As filed with the Securities and Exchange Commission on October 7, 2024
Registration No. 333-
UNITED STATES
SECURITIES AND EXCHANGE COMMISSION
Washington, D.C. 20549
FORM S-8
REGISTRATION STATEMENT
UNDER
THE SECURITIES ACT OF 1933
3D SYSTEMS CORPORATION
(Exact name of registrant as specified in its charter)
Delaware | 95-4431352 | |
(State or other jurisdiction of incorporation or organization) |
(I.R.S. Employer Identification No.) | |
333 Three D Systems Circle Rock Hill, South Carolina |
29730 | |
(Address of Principal Executive Offices) | (Zip Code) |
2015 Incentive Plan of 3D Systems Corporation
(Full title of the plan)
Andrew W.B. Wright, Esq.
Senior Vice President, General Counsel and Secretary
3D Systems Corporation
333 Three D Systems Circle
Rock Hill, South Carolina 29730
(Name and address of agent for service)
(803) 326-3900
(Telephone number, including area code, of agent for service)
Indicate by check mark whether the registrant is a large accelerated filer, an accelerated filer, a non-accelerated filer, a smaller reporting company or an emerging growth company. See the definitions of “large accelerated filer,” “accelerated filer,” “smaller reporting company” and “emerging growth company” in Rule 12b-2 of the Exchange Act.
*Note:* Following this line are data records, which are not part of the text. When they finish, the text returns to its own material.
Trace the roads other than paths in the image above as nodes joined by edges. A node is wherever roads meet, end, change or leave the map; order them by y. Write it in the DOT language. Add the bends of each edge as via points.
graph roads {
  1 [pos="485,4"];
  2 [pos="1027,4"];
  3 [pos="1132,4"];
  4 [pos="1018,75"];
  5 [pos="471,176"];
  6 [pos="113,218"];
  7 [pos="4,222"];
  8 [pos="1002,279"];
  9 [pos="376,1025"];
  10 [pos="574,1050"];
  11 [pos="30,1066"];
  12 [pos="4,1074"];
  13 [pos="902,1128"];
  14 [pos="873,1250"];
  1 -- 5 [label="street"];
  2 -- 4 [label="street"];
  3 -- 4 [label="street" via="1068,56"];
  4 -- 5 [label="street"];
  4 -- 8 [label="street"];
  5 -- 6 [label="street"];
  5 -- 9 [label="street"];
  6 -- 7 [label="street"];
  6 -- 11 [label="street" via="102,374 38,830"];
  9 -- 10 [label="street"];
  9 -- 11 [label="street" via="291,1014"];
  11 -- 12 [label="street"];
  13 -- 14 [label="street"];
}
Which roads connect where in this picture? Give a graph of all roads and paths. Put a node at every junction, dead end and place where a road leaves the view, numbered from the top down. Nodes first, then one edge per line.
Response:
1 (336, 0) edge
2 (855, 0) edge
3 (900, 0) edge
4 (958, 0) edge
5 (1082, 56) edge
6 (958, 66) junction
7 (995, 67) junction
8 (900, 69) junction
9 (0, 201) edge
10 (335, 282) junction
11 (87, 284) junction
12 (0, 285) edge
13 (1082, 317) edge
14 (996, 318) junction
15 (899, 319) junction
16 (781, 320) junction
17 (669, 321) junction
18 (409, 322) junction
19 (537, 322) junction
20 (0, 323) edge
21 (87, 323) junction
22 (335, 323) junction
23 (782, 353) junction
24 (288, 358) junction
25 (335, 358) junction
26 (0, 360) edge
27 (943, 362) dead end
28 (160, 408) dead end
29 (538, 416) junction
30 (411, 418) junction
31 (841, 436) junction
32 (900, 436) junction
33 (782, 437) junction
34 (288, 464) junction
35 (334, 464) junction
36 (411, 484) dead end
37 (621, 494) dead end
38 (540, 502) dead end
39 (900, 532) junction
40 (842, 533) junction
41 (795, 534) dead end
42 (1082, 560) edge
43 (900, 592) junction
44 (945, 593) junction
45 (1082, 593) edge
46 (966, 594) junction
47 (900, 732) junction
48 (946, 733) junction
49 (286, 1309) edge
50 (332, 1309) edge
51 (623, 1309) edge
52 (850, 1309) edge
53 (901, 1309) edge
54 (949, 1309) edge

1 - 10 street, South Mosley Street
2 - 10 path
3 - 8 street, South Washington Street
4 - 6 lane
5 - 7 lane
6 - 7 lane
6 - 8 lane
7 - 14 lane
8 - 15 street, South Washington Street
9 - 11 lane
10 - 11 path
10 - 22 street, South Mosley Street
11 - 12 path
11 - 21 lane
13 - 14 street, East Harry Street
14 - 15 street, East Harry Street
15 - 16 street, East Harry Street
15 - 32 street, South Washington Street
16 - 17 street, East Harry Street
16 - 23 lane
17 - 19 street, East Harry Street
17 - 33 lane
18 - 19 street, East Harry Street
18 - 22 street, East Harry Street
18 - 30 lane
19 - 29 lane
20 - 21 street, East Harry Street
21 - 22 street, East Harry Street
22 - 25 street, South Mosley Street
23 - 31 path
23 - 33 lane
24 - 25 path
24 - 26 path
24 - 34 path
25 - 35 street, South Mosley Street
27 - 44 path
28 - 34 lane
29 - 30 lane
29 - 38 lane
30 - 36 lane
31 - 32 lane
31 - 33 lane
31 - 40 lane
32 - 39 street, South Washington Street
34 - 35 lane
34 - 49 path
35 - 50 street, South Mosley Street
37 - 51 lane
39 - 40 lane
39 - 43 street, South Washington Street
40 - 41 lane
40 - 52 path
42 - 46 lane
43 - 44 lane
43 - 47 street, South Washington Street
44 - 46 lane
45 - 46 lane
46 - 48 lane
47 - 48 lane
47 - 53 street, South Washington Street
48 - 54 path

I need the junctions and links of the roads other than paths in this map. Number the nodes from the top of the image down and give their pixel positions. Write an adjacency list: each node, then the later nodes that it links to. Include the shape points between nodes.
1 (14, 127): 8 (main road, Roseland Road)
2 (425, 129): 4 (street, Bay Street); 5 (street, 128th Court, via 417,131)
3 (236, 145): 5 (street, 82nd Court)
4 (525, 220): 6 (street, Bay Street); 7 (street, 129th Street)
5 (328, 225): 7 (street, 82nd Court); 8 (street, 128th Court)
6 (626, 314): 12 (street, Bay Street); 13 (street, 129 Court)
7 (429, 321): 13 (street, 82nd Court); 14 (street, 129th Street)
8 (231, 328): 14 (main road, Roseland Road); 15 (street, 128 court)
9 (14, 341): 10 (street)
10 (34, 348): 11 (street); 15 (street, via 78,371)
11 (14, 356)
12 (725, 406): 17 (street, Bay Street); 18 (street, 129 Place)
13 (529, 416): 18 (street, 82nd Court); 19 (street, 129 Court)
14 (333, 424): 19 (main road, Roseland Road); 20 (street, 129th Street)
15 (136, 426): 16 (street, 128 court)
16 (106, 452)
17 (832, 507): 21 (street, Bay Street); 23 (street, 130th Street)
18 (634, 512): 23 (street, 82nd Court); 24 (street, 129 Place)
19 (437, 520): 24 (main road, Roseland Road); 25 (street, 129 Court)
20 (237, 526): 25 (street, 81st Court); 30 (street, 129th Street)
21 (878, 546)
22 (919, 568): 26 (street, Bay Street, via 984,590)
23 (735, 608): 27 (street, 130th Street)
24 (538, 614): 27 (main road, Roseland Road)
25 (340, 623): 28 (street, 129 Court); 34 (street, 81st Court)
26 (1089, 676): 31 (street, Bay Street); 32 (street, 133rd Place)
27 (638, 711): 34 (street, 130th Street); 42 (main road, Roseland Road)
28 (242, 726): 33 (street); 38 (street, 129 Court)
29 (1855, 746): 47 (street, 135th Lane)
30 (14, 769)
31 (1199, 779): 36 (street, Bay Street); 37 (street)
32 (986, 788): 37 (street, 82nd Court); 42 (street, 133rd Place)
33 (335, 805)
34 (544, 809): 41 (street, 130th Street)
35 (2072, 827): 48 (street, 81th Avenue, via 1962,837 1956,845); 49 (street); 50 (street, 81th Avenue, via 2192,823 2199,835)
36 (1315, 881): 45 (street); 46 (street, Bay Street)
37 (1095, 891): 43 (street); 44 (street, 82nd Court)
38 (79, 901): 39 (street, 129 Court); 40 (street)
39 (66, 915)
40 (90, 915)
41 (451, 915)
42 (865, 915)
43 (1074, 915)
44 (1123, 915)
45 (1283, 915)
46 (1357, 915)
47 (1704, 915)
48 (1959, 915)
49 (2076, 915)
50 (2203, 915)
Large accelerated filer | ☒ | Accelerated filer | ☐ | |||
Non-accelerated filer | ☐ | Smaller reporting company | ☐ | |||
Emerging growth company | ☐ |
If an emerging growth company, indicate by check mark if the registrant has elected not to use the extended transition period for complying with any new or revised financial accounting standards provided pursuant to Section 7(a)(2)(B) of Securities Act. ☐
EXPLANATORY NOTE
On May 19, 2015, 3D Systems Corporation (the “Registrant”) filed a Registration Statement on Form S-8 (Registration No. 333-204305) (the “2015 Registration Statement”) with the Securities and Exchange Commission (the “Commission”) to register 6,300,000 shares of common stock, par value $0.001 per share (“Common Stock”), for issuance pursuant to the 2015 Incentive Plan of 3D Systems Corporation (the “Plan”). The Registrant previously filed Registration Statements on Form S-8 on July 11, 2017 (Registration No. 333-219222), on May 29, 2020 (Registration No. 333-238794) and on May 27, 2022 (Registration No. 333-265256) (collectively, and together with the 2015 Registration Statement, the “Prior Registration Statements”) with the Commission to register an additional 7,140,011 shares, 4,860,000 shares and 6,935,000 shares, respectively, of Common Stock for issuance under the Plan in connection with amendments and restatements of the Plan.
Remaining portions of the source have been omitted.